──────── Data for review
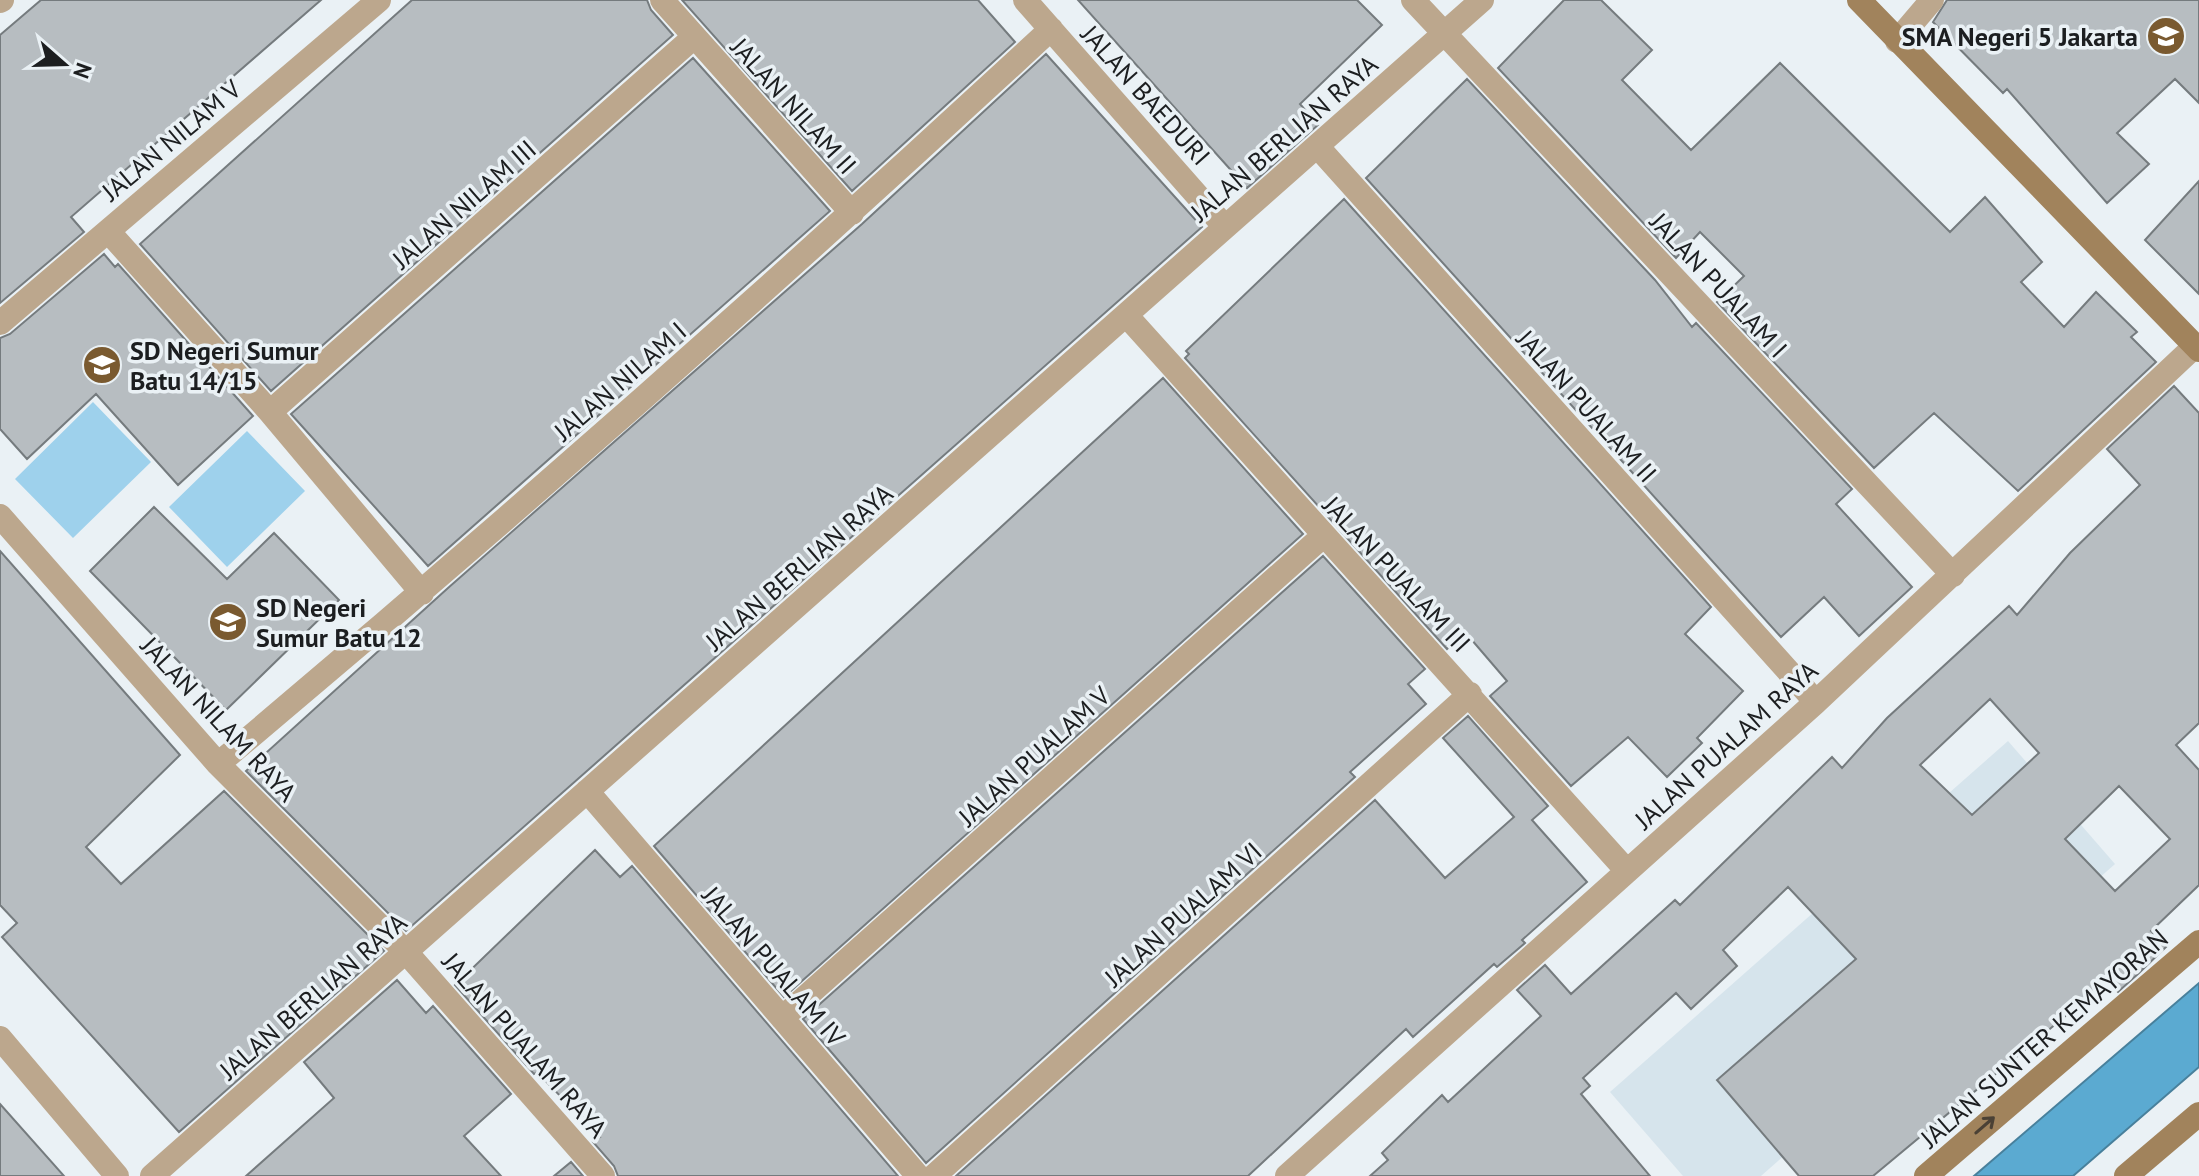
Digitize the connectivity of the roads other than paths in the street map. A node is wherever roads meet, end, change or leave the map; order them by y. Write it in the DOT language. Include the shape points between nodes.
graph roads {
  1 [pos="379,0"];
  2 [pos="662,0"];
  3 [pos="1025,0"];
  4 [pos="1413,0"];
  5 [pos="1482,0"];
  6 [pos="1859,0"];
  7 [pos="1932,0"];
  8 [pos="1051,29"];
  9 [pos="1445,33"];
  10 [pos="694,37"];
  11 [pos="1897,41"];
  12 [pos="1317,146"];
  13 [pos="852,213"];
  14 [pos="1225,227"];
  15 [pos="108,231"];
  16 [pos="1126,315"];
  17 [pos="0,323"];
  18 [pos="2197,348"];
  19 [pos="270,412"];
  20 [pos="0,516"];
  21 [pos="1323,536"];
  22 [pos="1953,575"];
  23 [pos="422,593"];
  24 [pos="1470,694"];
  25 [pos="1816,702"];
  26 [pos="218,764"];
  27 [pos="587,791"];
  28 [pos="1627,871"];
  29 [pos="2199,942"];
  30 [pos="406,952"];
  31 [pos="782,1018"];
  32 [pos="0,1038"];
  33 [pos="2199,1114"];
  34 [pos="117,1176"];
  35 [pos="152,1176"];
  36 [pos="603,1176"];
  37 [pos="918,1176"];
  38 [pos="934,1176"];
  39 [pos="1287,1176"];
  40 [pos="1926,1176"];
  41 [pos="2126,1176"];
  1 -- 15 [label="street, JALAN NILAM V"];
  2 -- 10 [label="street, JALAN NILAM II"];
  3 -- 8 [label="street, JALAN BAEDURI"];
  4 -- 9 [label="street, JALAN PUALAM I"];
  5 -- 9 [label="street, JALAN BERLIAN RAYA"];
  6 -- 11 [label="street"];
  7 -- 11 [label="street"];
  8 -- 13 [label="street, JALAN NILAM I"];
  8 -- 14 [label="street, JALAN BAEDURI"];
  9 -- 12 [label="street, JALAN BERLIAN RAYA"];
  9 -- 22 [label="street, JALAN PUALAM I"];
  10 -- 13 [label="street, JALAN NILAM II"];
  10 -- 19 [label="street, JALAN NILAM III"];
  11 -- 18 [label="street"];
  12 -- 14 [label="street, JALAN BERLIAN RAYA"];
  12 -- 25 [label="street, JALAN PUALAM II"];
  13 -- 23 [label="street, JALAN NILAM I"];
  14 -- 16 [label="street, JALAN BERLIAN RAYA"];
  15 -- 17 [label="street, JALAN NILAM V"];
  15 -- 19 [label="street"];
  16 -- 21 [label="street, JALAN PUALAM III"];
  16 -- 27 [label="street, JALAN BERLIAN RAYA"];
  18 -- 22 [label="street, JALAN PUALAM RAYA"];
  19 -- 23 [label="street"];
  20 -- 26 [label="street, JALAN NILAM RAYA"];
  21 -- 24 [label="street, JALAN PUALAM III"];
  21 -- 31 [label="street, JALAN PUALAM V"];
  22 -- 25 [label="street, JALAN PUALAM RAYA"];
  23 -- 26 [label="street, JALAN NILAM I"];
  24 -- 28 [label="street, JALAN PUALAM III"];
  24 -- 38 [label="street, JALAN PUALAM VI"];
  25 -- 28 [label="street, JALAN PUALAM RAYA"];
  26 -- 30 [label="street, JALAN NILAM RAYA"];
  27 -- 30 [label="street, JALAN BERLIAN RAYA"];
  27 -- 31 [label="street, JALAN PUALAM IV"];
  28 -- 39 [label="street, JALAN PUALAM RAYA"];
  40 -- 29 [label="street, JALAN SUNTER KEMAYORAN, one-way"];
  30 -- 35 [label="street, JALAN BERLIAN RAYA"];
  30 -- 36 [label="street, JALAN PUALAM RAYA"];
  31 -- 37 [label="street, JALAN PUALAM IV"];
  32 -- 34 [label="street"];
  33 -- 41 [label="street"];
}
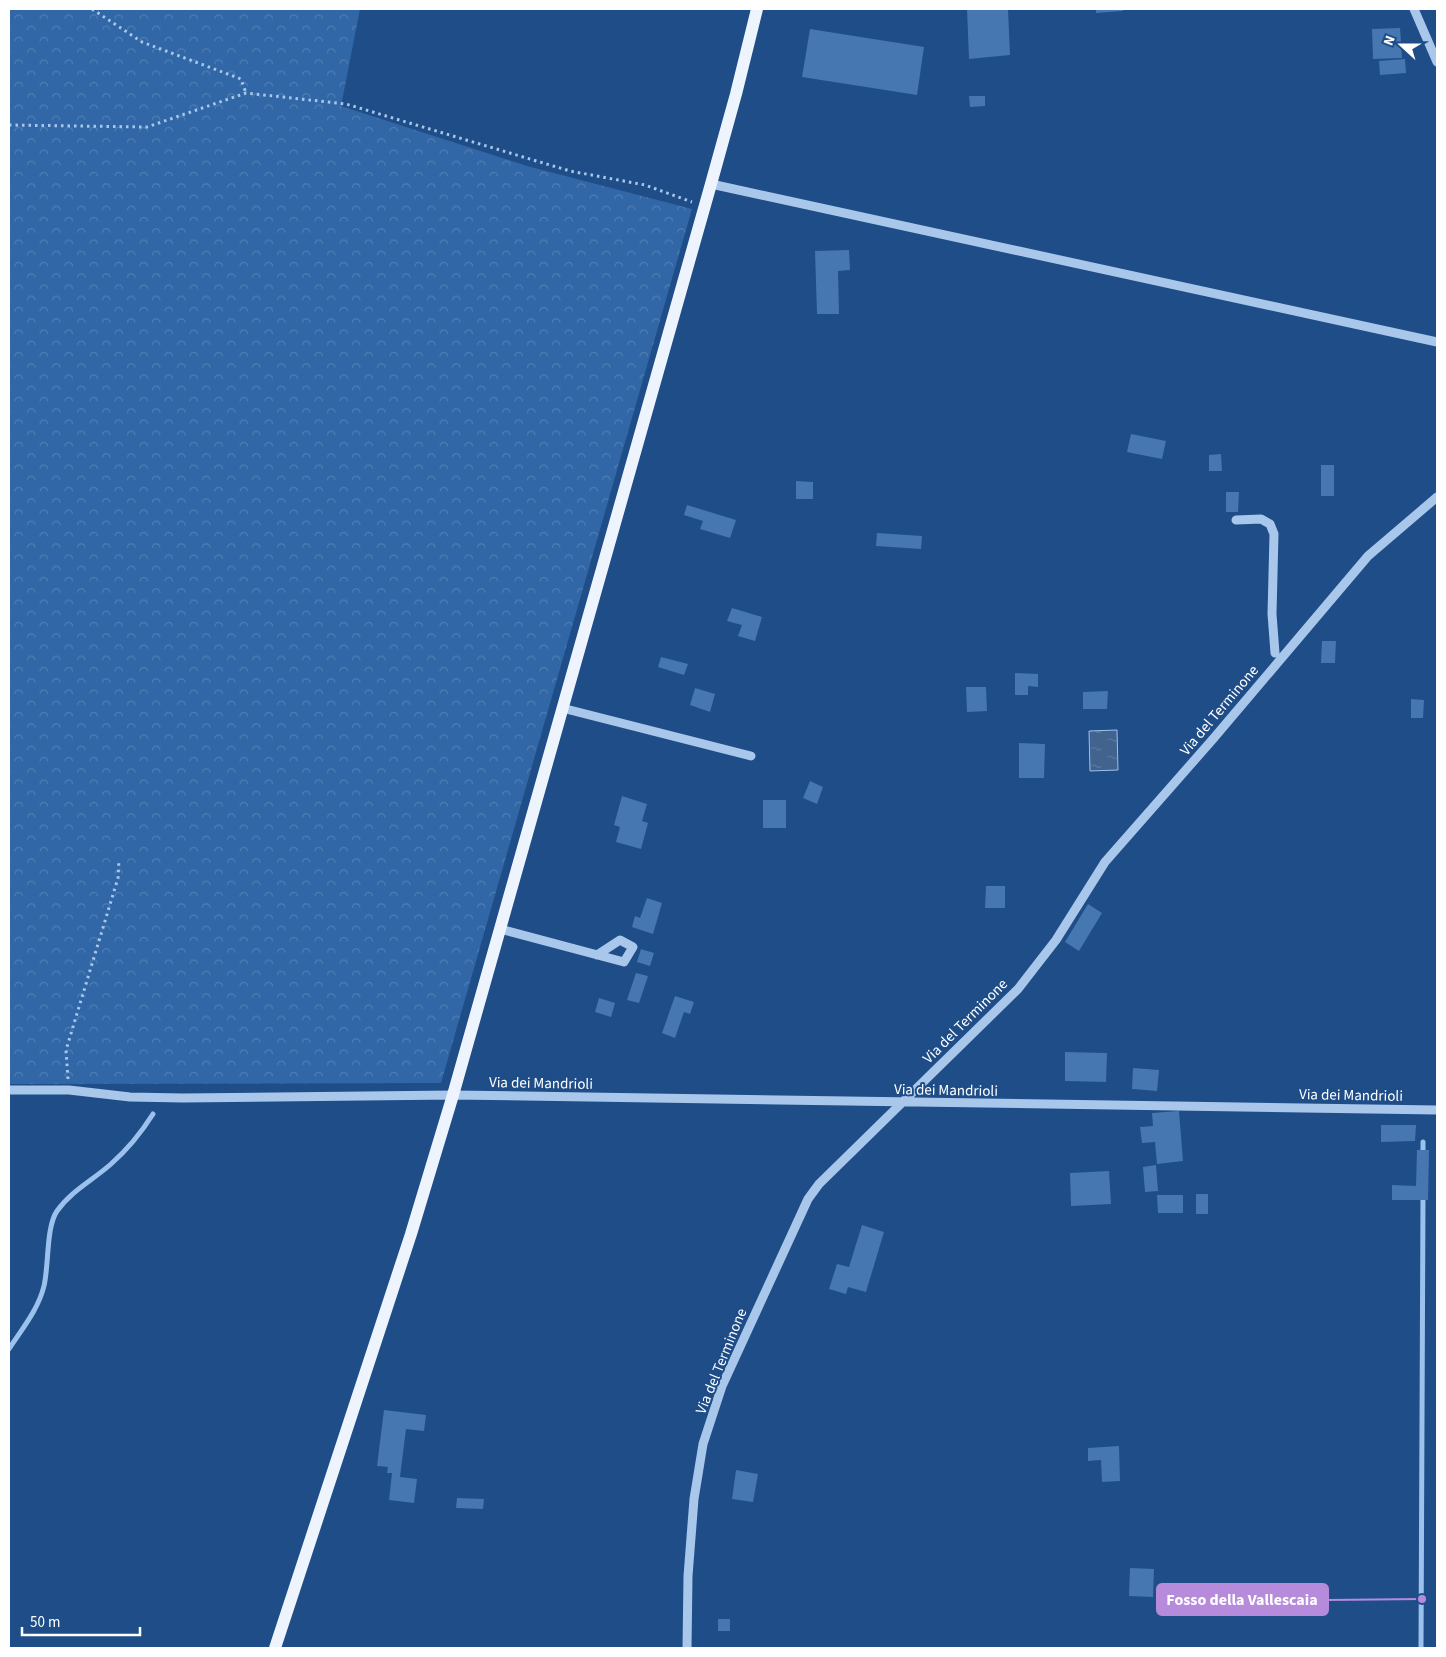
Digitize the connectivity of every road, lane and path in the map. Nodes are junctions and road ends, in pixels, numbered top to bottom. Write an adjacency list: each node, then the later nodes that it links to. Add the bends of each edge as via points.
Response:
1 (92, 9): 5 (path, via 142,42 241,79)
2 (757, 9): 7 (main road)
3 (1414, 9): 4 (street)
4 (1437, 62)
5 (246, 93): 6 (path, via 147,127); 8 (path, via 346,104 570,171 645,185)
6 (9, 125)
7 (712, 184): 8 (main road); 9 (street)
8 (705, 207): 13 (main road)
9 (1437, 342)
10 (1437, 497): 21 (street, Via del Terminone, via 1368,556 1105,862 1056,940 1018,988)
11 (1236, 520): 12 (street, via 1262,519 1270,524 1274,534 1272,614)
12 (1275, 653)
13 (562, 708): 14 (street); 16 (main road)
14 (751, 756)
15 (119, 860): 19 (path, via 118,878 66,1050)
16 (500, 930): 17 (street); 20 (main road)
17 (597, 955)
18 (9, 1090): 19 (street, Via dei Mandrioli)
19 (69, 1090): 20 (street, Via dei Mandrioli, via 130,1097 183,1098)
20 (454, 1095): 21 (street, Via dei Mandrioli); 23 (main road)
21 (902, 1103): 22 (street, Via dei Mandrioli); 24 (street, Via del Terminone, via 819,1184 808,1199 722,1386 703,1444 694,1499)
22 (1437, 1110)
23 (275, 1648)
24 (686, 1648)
────────────────
• Task to carry out:
Would it be possible to reproduce the material word for word, images omitted?

• Worked solution:
Digitize the connectivity of the roads other than paths in the street map. A node is wherever roads meet, end, change or leave the map; order them by y. Write it in the DOT language. Include the shape points between nodes.
graph roads {
  1 [pos="379,0"];
  2 [pos="662,0"];
  3 [pos="1025,0"];
  4 [pos="1413,0"];
  5 [pos="1482,0"];
  6 [pos="1859,0"];
  7 [pos="1932,0"];
  8 [pos="1051,29"];
  9 [pos="1445,33"];
  10 [pos="694,37"];
  11 [pos="1897,41"];
  12 [pos="1317,146"];
  13 [pos="852,213"];
  14 [pos="1225,227"];
  15 [pos="108,231"];
  16 [pos="1126,315"];
  17 [pos="0,323"];
  18 [pos="2197,348"];
  19 [pos="270,412"];
  20 [pos="0,516"];
  21 [pos="1323,536"];
  22 [pos="1953,575"];
  23 [pos="422,593"];
  24 [pos="1470,694"];
  25 [pos="1816,702"];
  26 [pos="218,764"];
  27 [pos="587,791"];
  28 [pos="1627,871"];
  29 [pos="2199,942"];
  30 [pos="406,952"];
  31 [pos="782,1018"];
  32 [pos="0,1038"];
  33 [pos="2199,1114"];
  34 [pos="117,1176"];
  35 [pos="152,1176"];
  36 [pos="603,1176"];
  37 [pos="918,1176"];
  38 [pos="934,1176"];
  39 [pos="1287,1176"];
  40 [pos="1926,1176"];
  41 [pos="2126,1176"];
  1 -- 15 [label="street, JALAN NILAM V"];
  2 -- 10 [label="street, JALAN NILAM II"];
  3 -- 8 [label="street, JALAN BAEDURI"];
  4 -- 9 [label="street, JALAN PUALAM I"];
  5 -- 9 [label="street, JALAN BERLIAN RAYA"];
  6 -- 11 [label="street"];
  7 -- 11 [label="street"];
  8 -- 13 [label="street, JALAN NILAM I"];
  8 -- 14 [label="street, JALAN BAEDURI"];
  9 -- 12 [label="street, JALAN BERLIAN RAYA"];
  9 -- 22 [label="street, JALAN PUALAM I"];
  10 -- 13 [label="street, JALAN NILAM II"];
  10 -- 19 [label="street, JALAN NILAM III"];
  11 -- 18 [label="street"];
  12 -- 14 [label="street, JALAN BERLIAN RAYA"];
  12 -- 25 [label="street, JALAN PUALAM II"];
  13 -- 23 [label="street, JALAN NILAM I"];
  14 -- 16 [label="street, JALAN BERLIAN RAYA"];
  15 -- 17 [label="street, JALAN NILAM V"];
  15 -- 19 [label="street"];
  16 -- 21 [label="street, JALAN PUALAM III"];
  16 -- 27 [label="street, JALAN BERLIAN RAYA"];
  18 -- 22 [label="street, JALAN PUALAM RAYA"];
  19 -- 23 [label="street"];
  20 -- 26 [label="street, JALAN NILAM RAYA"];
  21 -- 24 [label="street, JALAN PUALAM III"];
  21 -- 31 [label="street, JALAN PUALAM V"];
  22 -- 25 [label="street, JALAN PUALAM RAYA"];
  23 -- 26 [label="street, JALAN NILAM I"];
  24 -- 28 [label="street, JALAN PUALAM III"];
  24 -- 38 [label="street, JALAN PUALAM VI"];
  25 -- 28 [label="street, JALAN PUALAM RAYA"];
  26 -- 30 [label="street, JALAN NILAM RAYA"];
  27 -- 30 [label="street, JALAN BERLIAN RAYA"];
  27 -- 31 [label="street, JALAN PUALAM IV"];
  28 -- 39 [label="street, JALAN PUALAM RAYA"];
  40 -- 29 [label="street, JALAN SUNTER KEMAYORAN, one-way"];
  30 -- 35 [label="street, JALAN BERLIAN RAYA"];
  30 -- 36 [label="street, JALAN PUALAM RAYA"];
  31 -- 37 [label="street, JALAN PUALAM IV"];
  32 -- 34 [label="street"];
  33 -- 41 [label="street"];
}
Digitize the connectivity of every road, lane and path in the map. Nodes are junctions and road ends, in pixels, numbered top to bottom. Write an adjacency list: each node, then the later nodes that it links to. Add the bends of each edge as via points.
Response:
1 (92, 9): 5 (path, via 142,42 241,79)
2 (757, 9): 7 (main road)
3 (1414, 9): 4 (street)
4 (1437, 62)
5 (246, 93): 6 (path, via 147,127); 8 (path, via 346,104 570,171 645,185)
6 (9, 125)
7 (712, 184): 8 (main road); 9 (street)
8 (705, 207): 13 (main road)
9 (1437, 342)
10 (1437, 497): 21 (street, Via del Terminone, via 1368,556 1105,862 1056,940 1018,988)
11 (1236, 520): 12 (street, via 1262,519 1270,524 1274,534 1272,614)
12 (1275, 653)
13 (562, 708): 14 (street); 16 (main road)
14 (751, 756)
15 (119, 860): 19 (path, via 118,878 66,1050)
16 (500, 930): 17 (street); 20 (main road)
17 (597, 955)
18 (9, 1090): 19 (street, Via dei Mandrioli)
19 (69, 1090): 20 (street, Via dei Mandrioli, via 130,1097 183,1098)
20 (454, 1095): 21 (street, Via dei Mandrioli); 23 (main road)
21 (902, 1103): 22 (street, Via dei Mandrioli); 24 (street, Via del Terminone, via 819,1184 808,1199 722,1386 703,1444 694,1499)
22 (1437, 1110)
23 (275, 1648)
24 (686, 1648)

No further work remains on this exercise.